The most common cause of acquired hypofibrinogenemia is DIC syndrome, a systemic thrombohemorrhagic disorder in which excessive formation of fibrin microthrombi and consumption of blood coagulation factors and platelets occurs. DIC always develops secondarily as a complication of any disease. There are acute and chronic DIC syndrome. The causes of acute DIC are infectious diseases (E. coli - sepsis, HIV, cytomegalovirus infection, malaria), acute myeloblastic leukemia, complications of pregnancy and childbirth (premature placental abruption, eclampsia, amniotic fluid embolism), extensive burns, massive blood transfusions and others . Causes of chronic DIC syndrome: solid tumors, chronic leukemia, pregnancy complications (intrauterine fetal death), myeloproliferative diseases, rheumatoid arthritis and Raynaud's disease, myocardial infarction, nonspecific ulcerative colitis and Crohn's disease, etc. “Triggers” the development of DIC syndrome in all In the listed conditions, a large amount of thromboplastin (tissue factor, factor III) enters the blood. At the same time, multiple microthrombi are formed in the vessels of the kidneys, brain, liver, and lungs, which determine the clinical picture of the syndrome in the form of multiple organ failure. As a result of massive consumption of fibrinogen and other blood coagulation factors, their secondary insufficiency develops and hypercoagulation is replaced by hypocoagulation and disseminated bleeding. It should be noted that hypercoagulation and hypocoagulation are often present simultaneously in the same patient, so the identification of successive periods of DIC is very arbitrary. The peculiarities of the clinical picture of DIC syndrome lead to the fact that the diagnosis of this condition remains one of the most difficult tasks of modern medicine. In this situation, monitoring thrombin time in combination with other laboratory tests is necessary to assess the risk and early diagnosis of DIC, as well as at the stage of monitoring its treatment.
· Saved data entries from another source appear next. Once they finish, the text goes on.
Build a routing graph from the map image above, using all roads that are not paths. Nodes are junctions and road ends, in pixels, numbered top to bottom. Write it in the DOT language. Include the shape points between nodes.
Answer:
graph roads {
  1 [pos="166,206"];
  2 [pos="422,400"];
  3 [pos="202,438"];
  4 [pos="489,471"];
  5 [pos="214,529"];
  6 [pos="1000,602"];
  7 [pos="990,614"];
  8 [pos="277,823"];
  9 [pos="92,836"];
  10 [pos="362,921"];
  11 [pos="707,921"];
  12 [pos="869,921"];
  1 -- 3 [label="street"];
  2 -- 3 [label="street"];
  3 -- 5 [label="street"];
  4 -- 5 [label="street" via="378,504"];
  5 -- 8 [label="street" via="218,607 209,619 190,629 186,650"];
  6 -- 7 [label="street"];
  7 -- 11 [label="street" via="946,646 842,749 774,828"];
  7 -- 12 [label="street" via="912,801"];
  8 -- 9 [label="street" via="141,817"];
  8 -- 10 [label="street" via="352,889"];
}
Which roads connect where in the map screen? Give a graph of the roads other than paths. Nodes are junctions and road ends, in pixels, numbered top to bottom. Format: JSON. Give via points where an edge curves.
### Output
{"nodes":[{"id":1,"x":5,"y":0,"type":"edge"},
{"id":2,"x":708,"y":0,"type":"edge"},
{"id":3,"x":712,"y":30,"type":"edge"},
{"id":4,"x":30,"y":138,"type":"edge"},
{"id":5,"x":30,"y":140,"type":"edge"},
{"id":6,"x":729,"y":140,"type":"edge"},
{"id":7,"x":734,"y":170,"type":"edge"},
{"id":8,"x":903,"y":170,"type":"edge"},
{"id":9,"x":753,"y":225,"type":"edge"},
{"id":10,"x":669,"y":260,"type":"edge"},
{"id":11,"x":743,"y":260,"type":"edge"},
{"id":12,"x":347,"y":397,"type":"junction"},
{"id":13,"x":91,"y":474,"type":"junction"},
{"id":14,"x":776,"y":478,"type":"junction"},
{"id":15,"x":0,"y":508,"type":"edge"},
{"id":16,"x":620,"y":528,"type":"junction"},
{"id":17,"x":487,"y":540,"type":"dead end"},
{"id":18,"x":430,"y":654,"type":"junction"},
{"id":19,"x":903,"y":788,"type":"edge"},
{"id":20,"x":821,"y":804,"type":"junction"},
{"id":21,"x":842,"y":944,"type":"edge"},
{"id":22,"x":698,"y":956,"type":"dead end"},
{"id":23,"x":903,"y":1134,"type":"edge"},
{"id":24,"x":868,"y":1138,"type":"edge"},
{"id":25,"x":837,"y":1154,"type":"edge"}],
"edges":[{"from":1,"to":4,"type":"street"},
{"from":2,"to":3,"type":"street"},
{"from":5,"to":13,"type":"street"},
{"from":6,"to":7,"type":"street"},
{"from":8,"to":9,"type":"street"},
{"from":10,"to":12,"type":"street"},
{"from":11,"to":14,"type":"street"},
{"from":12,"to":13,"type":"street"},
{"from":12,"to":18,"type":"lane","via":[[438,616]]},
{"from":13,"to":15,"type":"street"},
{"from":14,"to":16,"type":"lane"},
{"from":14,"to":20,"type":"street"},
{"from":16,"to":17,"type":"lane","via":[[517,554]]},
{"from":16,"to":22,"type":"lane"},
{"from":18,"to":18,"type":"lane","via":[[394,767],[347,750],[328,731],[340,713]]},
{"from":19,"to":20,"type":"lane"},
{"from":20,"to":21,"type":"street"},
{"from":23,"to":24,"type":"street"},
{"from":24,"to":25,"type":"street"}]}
Inherited fibrinogen disorders are quite rare. About 80 mutations are known to cause fibrinogen deficiency or absence. As a rule, such mutations lead to a complete stop in fibrinogen synthesis or the formation of altered fibrinogen, which cannot be secreted from hepatocytes and accumulates in them. With afibrinogenemia, there is no fibrinogen in the plasma; this is the most severe form of its deficiency. The disease is inherited in an autosomal recessive manner and occurs with a frequency of 1:1,000,000. As a rule, afibrinogenemia manifests itself already in the neonatal period (the first 28 days from birth). In this case, bleeding is observed when crossing the umbilical cord, hemorrhages in the skin, gastrointestinal and genitourinary tract, and intracranial hemorrhage. However, this disease may first appear later, in childhood and even in adulthood. Women with afibrinogenemia are characterized by metro-, menorrhagia, habitual spontaneous miscarriage, and bleeding in the postpartum period. In some patients with afibrinogenemia, along with increased bleeding, symptoms of thrombosis (more often venous than arterial) are observed.
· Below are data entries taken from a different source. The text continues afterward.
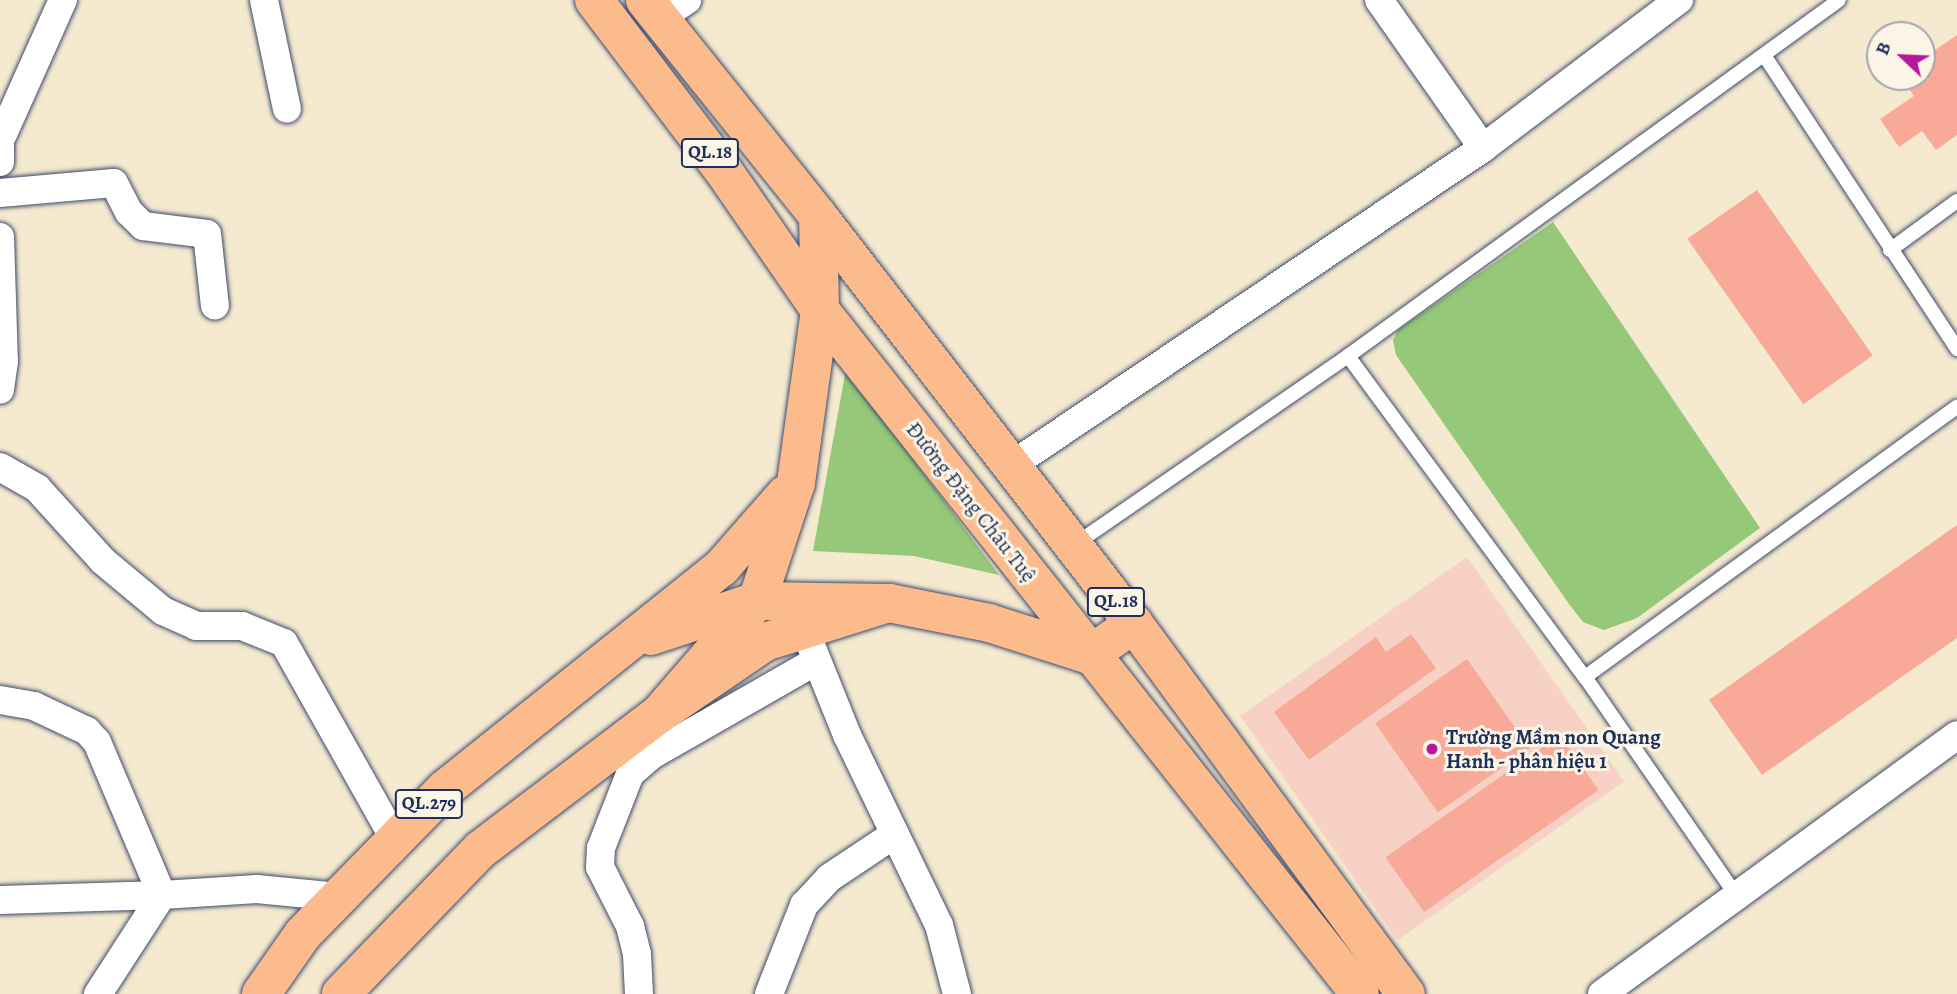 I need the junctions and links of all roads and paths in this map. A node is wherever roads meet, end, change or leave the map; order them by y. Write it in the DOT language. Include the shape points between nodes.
graph roads {
  1 [pos="63,0"];
  2 [pos="264,0"];
  3 [pos="594,0"];
  4 [pos="1379,0"];
  5 [pos="1679,0"];
  6 [pos="1839,0"];
  7 [pos="664,6"];
  8 [pos="1764,55"];
  9 [pos="286,110"];
  10 [pos="1,143"];
  11 [pos="1483,148"];
  12 [pos="0,193"];
  13 [pos="1957,201"];
  14 [pos="818,216"];
  15 [pos="0,237"];
  16 [pos="1890,250"];
  17 [pos="215,306"];
  18 [pos="820,310"];
  19 [pos="1957,349"];
  20 [pos="1348,356"];
  21 [pos="0,390"];
  22 [pos="1957,407"];
  23 [pos="1012,465"];
  24 [pos="0,467"];
  25 [pos="796,483"];
  26 [pos="1072,545"];
  27 [pos="757,601"];
  28 [pos="889,603"];
  29 [pos="1134,624"];
  30 [pos="627,644"];
  31 [pos="811,645"];
  32 [pos="1089,655"];
  33 [pos="1585,677"];
  34 [pos="0,700"];
  35 [pos="659,714"];
  36 [pos="1957,735"];
  37 [pos="895,834"];
  38 [pos="395,840"];
  39 [pos="1735,894"];
  40 [pos="162,895"];
  41 [pos="339,897"];
  42 [pos="0,900"];
  43 [pos="97,994"];
  44 [pos="261,994"];
  45 [pos="341,994"];
  46 [pos="639,994"];
  47 [pos="769,994"];
  48 [pos="957,994"];
  49 [pos="1360,994"];
  50 [pos="1406,994"];
  51 [pos="1602,994"];
  1 -- 10 [label="street"];
  2 -- 9 [label="street"];
  3 -- 18 [label="main road, Đường Đặng Châu Tuệ / QL.18" via="723,170"];
  4 -- 11 [label="street"];
  5 -- 11 [label="street"];
  6 -- 8 [label="lane"];
  7 -- 14 [label="main road, QL.18"];
  8 -- 16 [label="lane"];
  8 -- 20 [label="lane"];
  11 -- 23 [label="street"];
  12 -- 17 [label="street" via="114,183 129,212 143,226 207,234"];
  13 -- 16 [label="lane"];
  14 -- 18 [label="main road"];
  14 -- 23 [label="main road, QL.18"];
  15 -- 21 [label="street" via="4,361"];
  16 -- 19 [label="lane"];
  18 -- 25 [label="main road"];
  18 -- 32 [label="main road, Đường Đặng Châu Tuệ / QL.18"];
  20 -- 26 [label="lane"];
  20 -- 33 [label="lane"];
  22 -- 33 [label="lane"];
  23 -- 26 [label="main road, QL.18"];
  24 -- 38 [label="street" via="37,488 103,561 163,611 196,626 242,626 284,643"];
  25 -- 27 [label="main road"];
  25 -- 30 [label="main road" via="722,567"];
  26 -- 29 [label="main road, QL.18"];
  27 -- 28 [label="main road"];
  27 -- 30 [label="main road"];
  27 -- 35 [label="main road"];
  28 -- 31 [label="main road"];
  28 -- 32 [label="main road" via="989,623"];
  29 -- 32 [label="main road"];
  29 -- 50 [label="main road, QL.18"];
  30 -- 38 [label="main road, QL.279" via="444,789"];
  31 -- 35 [label="main road" via="765,642"];
  31 -- 37 [label="street"];
  31 -- 46 [label="street" via="630,774 601,848 600,867 630,926 638,954"];
  32 -- 49 [label="main road, Đường Đặng Châu Tuệ / QL.18"];
  33 -- 39 [label="lane"];
  34 -- 40 [label="street" via="34,706 87,731 97,742"];
  35 -- 45 [label="main road" via="480,850"];
  36 -- 39 [label="street"];
  37 -- 47 [label="street" via="829,877 804,905"];
  37 -- 48 [label="street" via="939,925"];
  38 -- 41 [label="main road, QL.279"];
  39 -- 51 [label="street"];
  40 -- 41 [label="street" via="257,889"];
  40 -- 42 [label="street"];
  40 -- 43 [label="street"];
  41 -- 44 [label="main road, QL.279" via="303,934"];
}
Hypofibrinogenemia is much more common than afibrinogenemia (1:500). As a rule, it is asymptomatic, since the amount of fibrinogen that is still present is enough to stop minor bleeding from small and medium-sized vessels and carry the pregnancy to term. However, with extensive injuries, operations, as well as with concomitant pathology of blood coagulation, hypofibrinogenemia can be accompanied by life-threatening bleeding.
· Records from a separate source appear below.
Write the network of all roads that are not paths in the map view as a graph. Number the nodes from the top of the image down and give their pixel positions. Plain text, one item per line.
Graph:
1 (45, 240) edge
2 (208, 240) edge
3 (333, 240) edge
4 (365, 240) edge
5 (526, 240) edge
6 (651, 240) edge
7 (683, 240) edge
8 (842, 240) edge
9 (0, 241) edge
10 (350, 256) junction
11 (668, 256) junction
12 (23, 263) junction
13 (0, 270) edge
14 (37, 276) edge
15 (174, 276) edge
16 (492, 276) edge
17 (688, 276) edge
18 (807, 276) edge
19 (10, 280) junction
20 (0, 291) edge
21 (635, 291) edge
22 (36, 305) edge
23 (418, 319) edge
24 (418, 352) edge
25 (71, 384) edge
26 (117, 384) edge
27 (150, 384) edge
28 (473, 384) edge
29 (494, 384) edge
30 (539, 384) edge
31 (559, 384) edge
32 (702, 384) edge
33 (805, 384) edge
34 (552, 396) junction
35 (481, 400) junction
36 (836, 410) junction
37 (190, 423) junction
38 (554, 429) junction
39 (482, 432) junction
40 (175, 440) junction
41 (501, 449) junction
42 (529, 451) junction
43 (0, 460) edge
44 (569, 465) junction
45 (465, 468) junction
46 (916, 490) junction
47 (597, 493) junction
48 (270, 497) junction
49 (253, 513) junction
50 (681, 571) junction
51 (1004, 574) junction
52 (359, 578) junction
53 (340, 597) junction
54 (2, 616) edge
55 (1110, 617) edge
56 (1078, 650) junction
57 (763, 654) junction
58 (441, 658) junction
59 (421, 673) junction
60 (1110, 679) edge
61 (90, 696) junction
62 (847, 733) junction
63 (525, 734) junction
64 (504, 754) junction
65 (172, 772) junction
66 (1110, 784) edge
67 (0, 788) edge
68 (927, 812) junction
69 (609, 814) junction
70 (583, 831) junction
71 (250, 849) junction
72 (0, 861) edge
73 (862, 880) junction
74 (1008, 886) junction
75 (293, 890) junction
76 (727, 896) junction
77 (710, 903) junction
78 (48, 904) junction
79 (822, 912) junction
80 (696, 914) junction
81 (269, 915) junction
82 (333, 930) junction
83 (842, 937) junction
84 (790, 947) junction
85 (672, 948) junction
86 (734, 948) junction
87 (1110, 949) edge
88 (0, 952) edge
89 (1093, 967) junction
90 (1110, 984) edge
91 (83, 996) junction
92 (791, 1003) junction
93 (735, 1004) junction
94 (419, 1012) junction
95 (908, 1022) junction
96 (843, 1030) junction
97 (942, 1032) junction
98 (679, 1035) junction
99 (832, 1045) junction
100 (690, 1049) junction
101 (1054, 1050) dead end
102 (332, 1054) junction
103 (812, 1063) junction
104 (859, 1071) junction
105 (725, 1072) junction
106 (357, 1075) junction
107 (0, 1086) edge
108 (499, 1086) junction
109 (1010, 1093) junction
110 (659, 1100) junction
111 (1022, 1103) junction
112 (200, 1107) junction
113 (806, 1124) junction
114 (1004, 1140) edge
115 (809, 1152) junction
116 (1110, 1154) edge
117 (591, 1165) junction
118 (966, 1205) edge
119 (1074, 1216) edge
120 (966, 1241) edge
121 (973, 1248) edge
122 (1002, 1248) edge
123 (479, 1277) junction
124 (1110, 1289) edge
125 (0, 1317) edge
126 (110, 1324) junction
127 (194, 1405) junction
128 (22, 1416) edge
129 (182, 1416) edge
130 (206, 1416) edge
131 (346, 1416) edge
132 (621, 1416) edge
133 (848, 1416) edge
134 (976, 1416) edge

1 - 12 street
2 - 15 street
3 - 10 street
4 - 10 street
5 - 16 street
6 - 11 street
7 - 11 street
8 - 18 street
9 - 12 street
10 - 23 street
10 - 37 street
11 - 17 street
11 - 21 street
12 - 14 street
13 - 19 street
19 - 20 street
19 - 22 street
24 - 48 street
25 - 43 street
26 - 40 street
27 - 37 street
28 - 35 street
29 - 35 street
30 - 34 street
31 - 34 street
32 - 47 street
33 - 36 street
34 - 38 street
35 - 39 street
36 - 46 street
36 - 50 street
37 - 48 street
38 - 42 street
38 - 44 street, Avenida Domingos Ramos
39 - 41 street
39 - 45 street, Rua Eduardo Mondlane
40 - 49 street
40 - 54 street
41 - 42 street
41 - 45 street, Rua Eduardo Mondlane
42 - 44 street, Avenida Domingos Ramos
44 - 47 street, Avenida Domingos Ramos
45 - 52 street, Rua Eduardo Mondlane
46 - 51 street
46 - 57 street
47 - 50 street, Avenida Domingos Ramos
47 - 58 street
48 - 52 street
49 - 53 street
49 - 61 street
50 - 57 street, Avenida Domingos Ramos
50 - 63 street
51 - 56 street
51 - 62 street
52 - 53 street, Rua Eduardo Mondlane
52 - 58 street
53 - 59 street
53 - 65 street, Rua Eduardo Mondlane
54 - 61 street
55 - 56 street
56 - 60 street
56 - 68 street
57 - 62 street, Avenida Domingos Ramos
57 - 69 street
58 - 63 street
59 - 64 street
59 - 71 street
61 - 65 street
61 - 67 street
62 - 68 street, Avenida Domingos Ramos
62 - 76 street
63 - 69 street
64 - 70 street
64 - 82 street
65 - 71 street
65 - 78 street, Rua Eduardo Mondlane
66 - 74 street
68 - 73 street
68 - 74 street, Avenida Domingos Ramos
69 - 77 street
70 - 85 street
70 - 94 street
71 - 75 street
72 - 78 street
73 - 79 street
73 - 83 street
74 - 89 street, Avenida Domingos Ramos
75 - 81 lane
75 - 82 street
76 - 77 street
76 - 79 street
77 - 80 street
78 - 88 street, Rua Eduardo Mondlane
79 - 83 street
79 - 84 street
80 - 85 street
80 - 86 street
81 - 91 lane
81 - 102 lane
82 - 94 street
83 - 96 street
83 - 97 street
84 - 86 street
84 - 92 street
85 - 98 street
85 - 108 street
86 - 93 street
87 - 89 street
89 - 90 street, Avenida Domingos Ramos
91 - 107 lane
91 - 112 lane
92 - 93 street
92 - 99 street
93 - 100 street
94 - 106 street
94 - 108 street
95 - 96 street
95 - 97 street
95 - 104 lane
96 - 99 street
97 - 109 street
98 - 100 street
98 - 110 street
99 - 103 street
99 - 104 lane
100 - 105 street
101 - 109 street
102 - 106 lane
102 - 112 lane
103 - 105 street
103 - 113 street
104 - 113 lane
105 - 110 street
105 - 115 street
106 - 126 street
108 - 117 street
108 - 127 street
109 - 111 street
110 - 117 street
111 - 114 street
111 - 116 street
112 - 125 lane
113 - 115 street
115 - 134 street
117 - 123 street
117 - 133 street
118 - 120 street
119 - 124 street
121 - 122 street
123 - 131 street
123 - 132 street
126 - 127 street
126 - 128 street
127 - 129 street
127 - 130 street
Hereditary dysfibrinogenemia is a heterogeneous group of diseases in which the structure of fibrinogen is disrupted. However, its plasma concentration remains normal or slightly reduced (hypodysfibrinogenemia). To date, about 400 mutations are known that lead to amino acid substitutions in the fibrinogen sequence. Such a replacement leads to a decrease in its activity, disruption of its interaction with thrombin, or the absence of further polymerization of fibrin. The majority of patients with dysfibrinogenemia (55%) do not have clinical manifestations of the disease. The disease is suspected on the basis of incidentally detected abnormalities in laboratory tests or when a diagnosis is made in one of the family members. 25% of patients with dysfibrinogenemia experience episodes of increased bleeding (usually after injury, surgery or in the postpartum period), 20% have a tendency to thrombosis (more often venous than arterial), and 27% have a combination of both conditions. In some cases, abnormal fibrinogen is deposited in the kidney tissue as amyloid. This form of hereditary amyloidosis is characterized by the early development of chronic renal failure.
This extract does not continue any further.